Published: 06:00, 14 April 2021
| Updated: 15:47, 14 April 2021
It is a debate which has been running for many years - should people be forced to fork out on top of council tax to have garden waste taken away?
Or, should those who have no outside space effectively finance waste collections for those who have gardens?
Analysis by KentOnline has shown that of all Kent councils, it is people in Dartford who have to pay the most to sign up to the service at £90 for the first year, while those living in Thanet have the highest annual charges to contend with.
However, in Medway, which is a unitary authority, there are no additional charges for the service.
On top of a £35 set up fee, Thanet District Council charges £53 per year (a total of £88) while Dartford Council charges £46 for a brown bin and £44 for the annual service, adding up to £90.
A Thanet council spokesman said: "Our fortnightly service has proven really popular with 12,000 people currently subscribed, ensuring residents have the option to dispose of their green waste in an environmentally friendly way.
"Unlike many Kent councils, Thanet provides the service in-house. The annual charge is in place to cover the operational costs and the initial one-off set up cost for bin rental is charged separately, so there are no hidden fees."
She also said the council undertakes benchmarking to ensure pricing is fair and says the council has no statutory duty to collect garden waste for free.
"Many residents in Thanet do not have gardens and many householders compost at home," she added.
"Our fortnightly service has proven really popular..."
"Therefore, the decision was made that council tax should not be used to provide a service which many people would not be able to use."
Dartford Council has 8,000 subscribers for the service.
"Our charges for 2021/22 are an annual cost of £44 for the service - which is reduced on a sliding scale if you join partway through the year - and a one-off payment of £46 for a brown bin, which represents good value in comparison to other councils," a Dartford Council spokeswoman said.

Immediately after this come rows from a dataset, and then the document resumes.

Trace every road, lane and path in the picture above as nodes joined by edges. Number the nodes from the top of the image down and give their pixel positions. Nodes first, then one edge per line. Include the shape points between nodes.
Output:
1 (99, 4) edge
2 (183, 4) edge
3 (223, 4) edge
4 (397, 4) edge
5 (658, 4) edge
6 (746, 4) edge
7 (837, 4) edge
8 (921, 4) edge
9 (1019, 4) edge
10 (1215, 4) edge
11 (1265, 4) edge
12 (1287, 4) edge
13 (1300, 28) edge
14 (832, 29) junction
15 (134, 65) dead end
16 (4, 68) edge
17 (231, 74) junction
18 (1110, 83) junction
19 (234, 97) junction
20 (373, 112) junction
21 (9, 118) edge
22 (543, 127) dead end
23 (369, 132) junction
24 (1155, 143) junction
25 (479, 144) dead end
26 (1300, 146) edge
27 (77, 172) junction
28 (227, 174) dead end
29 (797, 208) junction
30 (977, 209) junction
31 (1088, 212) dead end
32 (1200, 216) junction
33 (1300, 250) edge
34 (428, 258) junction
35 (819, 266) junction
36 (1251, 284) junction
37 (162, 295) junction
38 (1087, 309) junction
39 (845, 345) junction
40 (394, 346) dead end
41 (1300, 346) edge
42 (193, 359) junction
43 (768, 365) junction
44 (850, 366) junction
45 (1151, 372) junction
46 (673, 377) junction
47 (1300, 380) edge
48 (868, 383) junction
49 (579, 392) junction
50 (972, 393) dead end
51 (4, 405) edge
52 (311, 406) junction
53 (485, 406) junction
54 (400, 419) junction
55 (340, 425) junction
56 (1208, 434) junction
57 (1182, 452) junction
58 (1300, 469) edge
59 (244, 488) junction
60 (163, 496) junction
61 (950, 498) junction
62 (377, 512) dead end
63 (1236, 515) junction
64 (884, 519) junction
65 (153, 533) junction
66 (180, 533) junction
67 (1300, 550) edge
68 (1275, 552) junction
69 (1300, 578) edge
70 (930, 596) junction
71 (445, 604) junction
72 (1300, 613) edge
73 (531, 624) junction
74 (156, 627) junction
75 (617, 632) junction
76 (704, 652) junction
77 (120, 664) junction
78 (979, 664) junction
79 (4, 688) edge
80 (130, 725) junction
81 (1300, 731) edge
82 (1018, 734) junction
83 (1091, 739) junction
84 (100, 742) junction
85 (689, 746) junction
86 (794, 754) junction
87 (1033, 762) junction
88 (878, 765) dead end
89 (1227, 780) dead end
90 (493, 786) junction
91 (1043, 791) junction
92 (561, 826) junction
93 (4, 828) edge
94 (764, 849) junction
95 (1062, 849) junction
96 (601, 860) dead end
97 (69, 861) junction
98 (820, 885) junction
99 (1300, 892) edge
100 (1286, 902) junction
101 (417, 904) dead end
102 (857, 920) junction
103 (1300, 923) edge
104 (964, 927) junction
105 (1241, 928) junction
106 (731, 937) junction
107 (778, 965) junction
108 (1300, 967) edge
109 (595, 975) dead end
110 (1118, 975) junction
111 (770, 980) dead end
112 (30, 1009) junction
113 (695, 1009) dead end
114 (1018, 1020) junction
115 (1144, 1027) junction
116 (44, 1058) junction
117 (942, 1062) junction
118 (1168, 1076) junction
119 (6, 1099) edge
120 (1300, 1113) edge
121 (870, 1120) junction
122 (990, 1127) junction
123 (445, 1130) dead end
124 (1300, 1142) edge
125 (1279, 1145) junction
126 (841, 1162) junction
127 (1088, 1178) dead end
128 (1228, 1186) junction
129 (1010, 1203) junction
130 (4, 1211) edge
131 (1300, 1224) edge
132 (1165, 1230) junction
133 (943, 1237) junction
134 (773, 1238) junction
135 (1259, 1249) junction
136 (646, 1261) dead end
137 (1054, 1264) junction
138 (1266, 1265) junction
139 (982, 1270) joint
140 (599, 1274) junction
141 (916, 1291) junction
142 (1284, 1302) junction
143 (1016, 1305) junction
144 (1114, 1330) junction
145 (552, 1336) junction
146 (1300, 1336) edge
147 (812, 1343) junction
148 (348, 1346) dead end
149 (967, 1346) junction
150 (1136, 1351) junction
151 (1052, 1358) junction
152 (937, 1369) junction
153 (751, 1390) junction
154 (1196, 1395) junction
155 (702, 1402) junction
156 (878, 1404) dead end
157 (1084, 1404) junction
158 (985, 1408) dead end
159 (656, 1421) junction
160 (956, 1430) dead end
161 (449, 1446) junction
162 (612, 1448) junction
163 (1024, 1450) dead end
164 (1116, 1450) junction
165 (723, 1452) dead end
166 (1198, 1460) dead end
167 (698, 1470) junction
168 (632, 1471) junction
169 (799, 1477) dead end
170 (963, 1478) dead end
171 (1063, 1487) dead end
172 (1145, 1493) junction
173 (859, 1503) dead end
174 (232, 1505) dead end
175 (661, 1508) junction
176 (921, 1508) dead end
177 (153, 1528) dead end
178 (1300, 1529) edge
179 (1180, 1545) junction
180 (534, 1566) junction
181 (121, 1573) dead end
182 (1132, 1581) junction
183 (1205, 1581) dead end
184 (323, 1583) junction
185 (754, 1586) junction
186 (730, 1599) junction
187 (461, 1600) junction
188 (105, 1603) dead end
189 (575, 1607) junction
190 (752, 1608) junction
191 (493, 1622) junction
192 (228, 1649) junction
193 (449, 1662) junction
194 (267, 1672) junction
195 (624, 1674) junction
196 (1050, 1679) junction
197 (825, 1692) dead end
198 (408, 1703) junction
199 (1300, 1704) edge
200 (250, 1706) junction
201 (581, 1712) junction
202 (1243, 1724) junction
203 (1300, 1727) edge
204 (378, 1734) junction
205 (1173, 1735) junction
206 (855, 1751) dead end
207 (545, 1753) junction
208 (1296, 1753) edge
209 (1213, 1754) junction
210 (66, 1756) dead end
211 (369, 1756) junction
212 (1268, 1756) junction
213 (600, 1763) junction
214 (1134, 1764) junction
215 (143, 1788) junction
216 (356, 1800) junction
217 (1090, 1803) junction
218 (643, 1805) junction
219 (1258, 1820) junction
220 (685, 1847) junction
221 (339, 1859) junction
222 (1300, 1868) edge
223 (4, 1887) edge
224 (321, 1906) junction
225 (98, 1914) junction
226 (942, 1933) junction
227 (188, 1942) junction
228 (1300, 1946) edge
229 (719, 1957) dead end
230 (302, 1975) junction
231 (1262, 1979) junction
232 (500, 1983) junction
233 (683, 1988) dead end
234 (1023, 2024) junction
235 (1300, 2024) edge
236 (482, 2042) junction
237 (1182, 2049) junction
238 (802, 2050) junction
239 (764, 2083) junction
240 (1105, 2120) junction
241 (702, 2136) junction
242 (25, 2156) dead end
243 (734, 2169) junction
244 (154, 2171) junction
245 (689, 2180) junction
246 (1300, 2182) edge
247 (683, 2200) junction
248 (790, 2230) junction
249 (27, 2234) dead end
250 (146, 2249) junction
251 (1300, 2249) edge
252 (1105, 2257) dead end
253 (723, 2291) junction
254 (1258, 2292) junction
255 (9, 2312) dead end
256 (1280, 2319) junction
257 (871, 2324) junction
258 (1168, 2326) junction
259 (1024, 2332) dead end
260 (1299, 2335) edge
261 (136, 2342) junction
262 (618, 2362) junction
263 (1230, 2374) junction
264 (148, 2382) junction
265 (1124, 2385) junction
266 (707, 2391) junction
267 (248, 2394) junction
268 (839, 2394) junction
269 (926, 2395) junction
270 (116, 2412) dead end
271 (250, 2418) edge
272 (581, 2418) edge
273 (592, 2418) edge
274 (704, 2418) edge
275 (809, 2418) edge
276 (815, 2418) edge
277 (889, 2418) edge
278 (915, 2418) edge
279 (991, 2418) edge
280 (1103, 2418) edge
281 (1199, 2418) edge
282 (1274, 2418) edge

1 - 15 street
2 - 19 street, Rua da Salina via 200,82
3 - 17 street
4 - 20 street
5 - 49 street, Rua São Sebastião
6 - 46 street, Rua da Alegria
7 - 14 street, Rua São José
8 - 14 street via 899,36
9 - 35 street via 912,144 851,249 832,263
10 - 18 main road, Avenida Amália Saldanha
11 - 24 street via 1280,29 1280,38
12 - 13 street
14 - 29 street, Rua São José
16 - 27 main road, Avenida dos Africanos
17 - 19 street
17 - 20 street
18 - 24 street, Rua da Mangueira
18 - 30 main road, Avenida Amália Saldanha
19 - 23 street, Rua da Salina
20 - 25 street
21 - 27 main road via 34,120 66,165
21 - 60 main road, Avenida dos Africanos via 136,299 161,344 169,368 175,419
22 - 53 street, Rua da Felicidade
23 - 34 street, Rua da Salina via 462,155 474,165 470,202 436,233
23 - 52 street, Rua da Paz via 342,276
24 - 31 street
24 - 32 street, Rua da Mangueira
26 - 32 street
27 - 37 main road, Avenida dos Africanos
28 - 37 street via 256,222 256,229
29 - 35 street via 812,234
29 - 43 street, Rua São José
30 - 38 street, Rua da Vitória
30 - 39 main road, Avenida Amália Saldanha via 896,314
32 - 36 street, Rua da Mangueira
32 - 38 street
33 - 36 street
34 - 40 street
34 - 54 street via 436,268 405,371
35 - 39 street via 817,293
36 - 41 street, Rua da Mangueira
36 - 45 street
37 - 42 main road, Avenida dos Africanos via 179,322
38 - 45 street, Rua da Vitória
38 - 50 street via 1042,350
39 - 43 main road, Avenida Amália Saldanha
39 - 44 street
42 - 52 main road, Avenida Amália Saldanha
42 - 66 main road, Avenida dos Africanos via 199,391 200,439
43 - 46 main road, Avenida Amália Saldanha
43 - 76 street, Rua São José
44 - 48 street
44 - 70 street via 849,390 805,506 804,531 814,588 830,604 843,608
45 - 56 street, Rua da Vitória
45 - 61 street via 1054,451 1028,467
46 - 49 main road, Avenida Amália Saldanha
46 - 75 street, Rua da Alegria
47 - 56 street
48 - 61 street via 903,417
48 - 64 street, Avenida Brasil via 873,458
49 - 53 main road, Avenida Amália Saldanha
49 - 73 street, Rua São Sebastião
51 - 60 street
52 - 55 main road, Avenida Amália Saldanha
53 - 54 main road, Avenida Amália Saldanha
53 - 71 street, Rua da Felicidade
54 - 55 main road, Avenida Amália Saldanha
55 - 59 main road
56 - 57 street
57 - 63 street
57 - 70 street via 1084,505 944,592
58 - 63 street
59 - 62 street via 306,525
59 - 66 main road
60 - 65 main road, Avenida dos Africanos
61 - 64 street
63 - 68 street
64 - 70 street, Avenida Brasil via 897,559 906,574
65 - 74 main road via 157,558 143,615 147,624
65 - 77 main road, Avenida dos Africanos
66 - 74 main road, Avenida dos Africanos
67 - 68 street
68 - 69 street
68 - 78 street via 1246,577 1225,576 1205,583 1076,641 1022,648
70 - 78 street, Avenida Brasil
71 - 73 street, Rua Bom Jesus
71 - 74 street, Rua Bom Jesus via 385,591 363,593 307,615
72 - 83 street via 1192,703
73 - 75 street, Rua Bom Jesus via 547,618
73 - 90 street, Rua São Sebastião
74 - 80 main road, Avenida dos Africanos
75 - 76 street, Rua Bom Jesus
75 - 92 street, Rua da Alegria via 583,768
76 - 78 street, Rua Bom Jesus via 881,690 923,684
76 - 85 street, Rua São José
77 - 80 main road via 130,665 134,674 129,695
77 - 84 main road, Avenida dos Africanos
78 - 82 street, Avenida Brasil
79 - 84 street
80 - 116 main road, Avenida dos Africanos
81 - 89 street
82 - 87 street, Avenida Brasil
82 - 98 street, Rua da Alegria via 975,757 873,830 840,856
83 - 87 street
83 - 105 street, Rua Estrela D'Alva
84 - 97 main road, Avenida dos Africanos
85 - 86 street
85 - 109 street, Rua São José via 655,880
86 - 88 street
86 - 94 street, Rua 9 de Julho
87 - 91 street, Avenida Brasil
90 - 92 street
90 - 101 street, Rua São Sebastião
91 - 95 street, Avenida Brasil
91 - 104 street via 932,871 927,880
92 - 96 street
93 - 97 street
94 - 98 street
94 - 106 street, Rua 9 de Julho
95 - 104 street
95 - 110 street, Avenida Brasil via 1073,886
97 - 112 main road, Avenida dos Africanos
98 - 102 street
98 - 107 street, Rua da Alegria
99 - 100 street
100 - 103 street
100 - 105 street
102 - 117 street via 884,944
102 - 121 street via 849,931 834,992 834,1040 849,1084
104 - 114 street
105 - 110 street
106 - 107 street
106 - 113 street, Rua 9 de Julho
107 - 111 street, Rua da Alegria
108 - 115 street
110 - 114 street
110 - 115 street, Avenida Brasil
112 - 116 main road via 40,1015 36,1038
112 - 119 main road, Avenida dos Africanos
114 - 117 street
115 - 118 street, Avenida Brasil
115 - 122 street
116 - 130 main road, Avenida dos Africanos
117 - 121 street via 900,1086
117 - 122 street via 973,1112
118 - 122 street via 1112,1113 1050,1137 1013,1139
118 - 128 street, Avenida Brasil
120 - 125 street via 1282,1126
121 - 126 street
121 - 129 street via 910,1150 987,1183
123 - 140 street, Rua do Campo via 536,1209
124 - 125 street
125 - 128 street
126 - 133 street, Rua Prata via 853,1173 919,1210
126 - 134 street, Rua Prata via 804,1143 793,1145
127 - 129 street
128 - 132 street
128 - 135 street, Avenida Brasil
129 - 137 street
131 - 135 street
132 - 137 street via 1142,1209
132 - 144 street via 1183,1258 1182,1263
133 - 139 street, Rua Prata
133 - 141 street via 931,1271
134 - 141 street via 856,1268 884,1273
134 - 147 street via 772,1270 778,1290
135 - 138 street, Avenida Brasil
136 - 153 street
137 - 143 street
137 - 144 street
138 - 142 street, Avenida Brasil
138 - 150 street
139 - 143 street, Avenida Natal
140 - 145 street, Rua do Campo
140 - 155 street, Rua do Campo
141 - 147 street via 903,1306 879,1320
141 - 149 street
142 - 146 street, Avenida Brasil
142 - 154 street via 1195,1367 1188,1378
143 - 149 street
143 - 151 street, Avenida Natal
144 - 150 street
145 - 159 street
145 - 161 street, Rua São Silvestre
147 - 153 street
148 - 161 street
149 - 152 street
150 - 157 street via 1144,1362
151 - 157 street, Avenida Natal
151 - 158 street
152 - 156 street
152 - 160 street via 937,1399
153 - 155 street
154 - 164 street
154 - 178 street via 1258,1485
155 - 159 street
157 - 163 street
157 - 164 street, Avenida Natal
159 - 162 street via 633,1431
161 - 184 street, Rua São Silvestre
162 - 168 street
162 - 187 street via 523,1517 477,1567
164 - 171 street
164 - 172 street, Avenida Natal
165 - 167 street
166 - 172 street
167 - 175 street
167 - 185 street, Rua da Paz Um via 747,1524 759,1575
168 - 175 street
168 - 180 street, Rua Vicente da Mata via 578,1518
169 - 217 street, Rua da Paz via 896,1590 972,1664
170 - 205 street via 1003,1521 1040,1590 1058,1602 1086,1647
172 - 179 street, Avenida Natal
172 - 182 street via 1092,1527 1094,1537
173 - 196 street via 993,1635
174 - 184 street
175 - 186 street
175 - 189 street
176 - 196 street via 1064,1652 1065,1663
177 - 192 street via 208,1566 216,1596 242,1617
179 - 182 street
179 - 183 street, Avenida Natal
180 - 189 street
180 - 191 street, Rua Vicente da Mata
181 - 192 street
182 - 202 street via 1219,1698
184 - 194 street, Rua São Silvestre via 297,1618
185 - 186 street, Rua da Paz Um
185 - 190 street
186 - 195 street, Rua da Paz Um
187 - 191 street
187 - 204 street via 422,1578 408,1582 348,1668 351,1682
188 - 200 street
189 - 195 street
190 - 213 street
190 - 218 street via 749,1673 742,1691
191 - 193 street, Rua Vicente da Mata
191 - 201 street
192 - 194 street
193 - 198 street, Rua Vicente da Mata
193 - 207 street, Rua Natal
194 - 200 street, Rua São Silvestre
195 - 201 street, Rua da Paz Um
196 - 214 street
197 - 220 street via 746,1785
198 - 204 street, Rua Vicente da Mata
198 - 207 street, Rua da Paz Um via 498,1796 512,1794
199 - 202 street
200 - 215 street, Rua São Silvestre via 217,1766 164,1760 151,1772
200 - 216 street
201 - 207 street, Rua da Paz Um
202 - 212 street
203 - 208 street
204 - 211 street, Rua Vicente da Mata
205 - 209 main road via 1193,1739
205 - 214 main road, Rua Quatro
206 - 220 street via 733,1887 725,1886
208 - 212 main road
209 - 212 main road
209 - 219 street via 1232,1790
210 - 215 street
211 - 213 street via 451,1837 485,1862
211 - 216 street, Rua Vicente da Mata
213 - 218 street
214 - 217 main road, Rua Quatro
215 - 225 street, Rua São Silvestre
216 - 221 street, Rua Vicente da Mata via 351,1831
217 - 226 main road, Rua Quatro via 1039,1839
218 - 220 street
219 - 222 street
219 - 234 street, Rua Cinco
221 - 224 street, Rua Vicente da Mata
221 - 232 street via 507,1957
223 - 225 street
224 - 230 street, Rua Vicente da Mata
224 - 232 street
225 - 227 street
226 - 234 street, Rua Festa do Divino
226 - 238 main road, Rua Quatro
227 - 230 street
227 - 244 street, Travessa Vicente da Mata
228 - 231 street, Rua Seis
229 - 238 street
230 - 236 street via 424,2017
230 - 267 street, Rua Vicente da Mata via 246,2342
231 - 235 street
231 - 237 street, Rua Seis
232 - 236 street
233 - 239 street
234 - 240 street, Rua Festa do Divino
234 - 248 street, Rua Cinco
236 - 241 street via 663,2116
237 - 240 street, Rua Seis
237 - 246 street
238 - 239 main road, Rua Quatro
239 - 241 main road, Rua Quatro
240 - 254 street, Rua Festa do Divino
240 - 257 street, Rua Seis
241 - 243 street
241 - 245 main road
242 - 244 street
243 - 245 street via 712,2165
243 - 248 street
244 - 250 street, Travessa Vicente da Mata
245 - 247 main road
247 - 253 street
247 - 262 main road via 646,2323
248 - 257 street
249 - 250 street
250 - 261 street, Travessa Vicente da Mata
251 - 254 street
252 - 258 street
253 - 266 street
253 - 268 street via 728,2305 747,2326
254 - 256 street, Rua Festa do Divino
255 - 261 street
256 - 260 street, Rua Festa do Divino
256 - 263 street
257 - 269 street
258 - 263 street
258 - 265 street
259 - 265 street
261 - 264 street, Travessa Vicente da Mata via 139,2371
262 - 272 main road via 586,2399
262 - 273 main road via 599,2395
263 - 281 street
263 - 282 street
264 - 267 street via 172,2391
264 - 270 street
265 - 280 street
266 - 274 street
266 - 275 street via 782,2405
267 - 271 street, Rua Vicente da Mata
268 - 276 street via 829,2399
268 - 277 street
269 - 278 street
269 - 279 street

Grass cuttings, flowers, plants, hedge trimmings, leaves and small branches are among the items which can be put into garden waste bins. Most garden waste collection services start on April 1 and run until March 31.
Residents in Maidstone can join for a one-off payment of £45 a year.
Payment is made online and when people sign up to the service, which has been delivered by MBC for more than 20 years, arrangements are made for a brown wheelie bin to be delivered. The council aims to deliver the bins within two weeks.
Approximately one-third of residents, or 24,000 households, were signed up to the garden waste scheme as of March this year which MBC has run since 2000.
Waste manager at MBC Graham Gosden said: “Our green waste collection service is very popular and is a great way to reduce trips to the tip, giving you more time to relax and enjoy your garden, as well as reducing your carbon footprint.
"As the weather warms up and people start getting out in their gardens again, it’s a great way to get rid of any garden waste.
"All the material is composted nearby and then used at farms helping to grow local produce.”
The £45 a year charge from MBC is the same price as subscribing to a waste collection bin through Canterbury City Council which also covers Herne Bay and Whitstable. Its service runs from March until December, and it has had 24,709 orders for 26,626 bins to be emptied during their 2021 term.
Residents in Medway don’t pay anything extra for their garden waste to be collected as it is a unitary authority. It makes 95,000 organic collections per week for food and garden waste, as well as 116,792 recyling and residual collections per week.
It is £40 a year for residents in Swale - which includes Faversham, Sittingbourne and Sheerness and there are 18,840 subscribers - and the same price with Ashford Borough Council which has 19,249 properties subscribed.
Gravesham Borough Council, which has 13,387 people signed up, charges £48.50 a year for a 240-litre bin but only £33.50 a year for a 140-litre bin.
Tunbridge Wells Borough Council charges £52 per year with more than 19,000 residents signed up for garden waste collections in their region.
For residents living in Folkestone and Hythe, there is a charge of £48.40 per bin per year but, if you need a new or replacement bin, there is a one-off charge of £30.70.
There is an annual charge of £47 for a 240-litre garden waste wheelie bin in Sevenoaks while a 140-litre garden waste wheelie bin will be loaned by the council for £32 a year if a larger bin is too difficult for people to move. The service is provided to 12,650 people.
Tonbridge and Malling Council charges £42 for a 12-month subscription and £26 for every additional bin after that, with a limit of three bins overall. It has more than 26,000 subscribers, equating to just over half of their 50,000 eligible households.
Over the past decade, more councils have decided to charge for the service in England.
Grassroots campaign manager at the TaxPayers' Alliance, Harry Fone, said: "Many people I speak to are absolutely livid about these charges.
"Despite another year of inflation-busting council tax rises, even more demands for tax are placed on residents.
"Local authorities must ramp up efficiency and root out wasteful spending before plundering taxpayers' pockets."
The services operate on a fortnightly basis, apart from in Medway where recycling, food and garden waste, and general rubbish is collected weekly on the same day.